● **The task**
Entries follow. Return each line that contains the word "lane".

● **Data to examine**
==========
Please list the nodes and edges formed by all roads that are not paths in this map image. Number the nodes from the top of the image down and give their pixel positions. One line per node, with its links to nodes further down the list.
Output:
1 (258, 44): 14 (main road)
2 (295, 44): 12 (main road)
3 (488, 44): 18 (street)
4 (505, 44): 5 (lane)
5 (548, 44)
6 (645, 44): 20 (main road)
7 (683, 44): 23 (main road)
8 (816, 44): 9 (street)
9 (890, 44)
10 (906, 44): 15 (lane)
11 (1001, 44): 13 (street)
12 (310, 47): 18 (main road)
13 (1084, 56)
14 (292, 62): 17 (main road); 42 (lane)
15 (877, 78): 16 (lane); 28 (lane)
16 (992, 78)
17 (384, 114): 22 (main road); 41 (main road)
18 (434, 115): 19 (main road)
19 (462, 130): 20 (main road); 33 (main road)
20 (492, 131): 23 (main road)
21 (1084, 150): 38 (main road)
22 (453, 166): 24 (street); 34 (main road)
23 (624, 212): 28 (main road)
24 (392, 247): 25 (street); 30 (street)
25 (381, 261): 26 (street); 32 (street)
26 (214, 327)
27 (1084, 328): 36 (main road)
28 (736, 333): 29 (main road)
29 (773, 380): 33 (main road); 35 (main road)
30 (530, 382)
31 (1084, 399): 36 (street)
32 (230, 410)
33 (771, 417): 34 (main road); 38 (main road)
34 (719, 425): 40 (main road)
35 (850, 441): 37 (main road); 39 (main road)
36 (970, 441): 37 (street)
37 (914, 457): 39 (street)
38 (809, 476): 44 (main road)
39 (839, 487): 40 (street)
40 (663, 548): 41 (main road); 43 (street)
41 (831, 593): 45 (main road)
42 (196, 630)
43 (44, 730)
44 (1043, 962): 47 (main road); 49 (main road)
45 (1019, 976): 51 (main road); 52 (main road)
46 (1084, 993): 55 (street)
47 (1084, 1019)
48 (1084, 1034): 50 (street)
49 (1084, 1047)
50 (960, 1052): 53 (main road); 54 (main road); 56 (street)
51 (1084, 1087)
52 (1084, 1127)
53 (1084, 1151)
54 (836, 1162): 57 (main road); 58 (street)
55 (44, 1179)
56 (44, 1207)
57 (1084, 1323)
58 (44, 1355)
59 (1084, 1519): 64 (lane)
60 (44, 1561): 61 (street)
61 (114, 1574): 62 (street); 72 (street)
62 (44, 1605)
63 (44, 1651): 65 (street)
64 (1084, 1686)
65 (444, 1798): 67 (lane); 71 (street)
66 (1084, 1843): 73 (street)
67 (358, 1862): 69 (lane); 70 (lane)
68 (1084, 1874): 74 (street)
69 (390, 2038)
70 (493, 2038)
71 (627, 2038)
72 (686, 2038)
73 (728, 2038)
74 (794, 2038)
==========
● **Answer space**
4 (505, 44): 5 (lane)
10 (906, 44): 15 (lane)
14 (292, 62): 17 (main road); 42 (lane)
15 (877, 78): 16 (lane); 28 (lane)
59 (1084, 1519): 64 (lane)
65 (444, 1798): 67 (lane); 71 (street)
67 (358, 1862): 69 (lane); 70 (lane)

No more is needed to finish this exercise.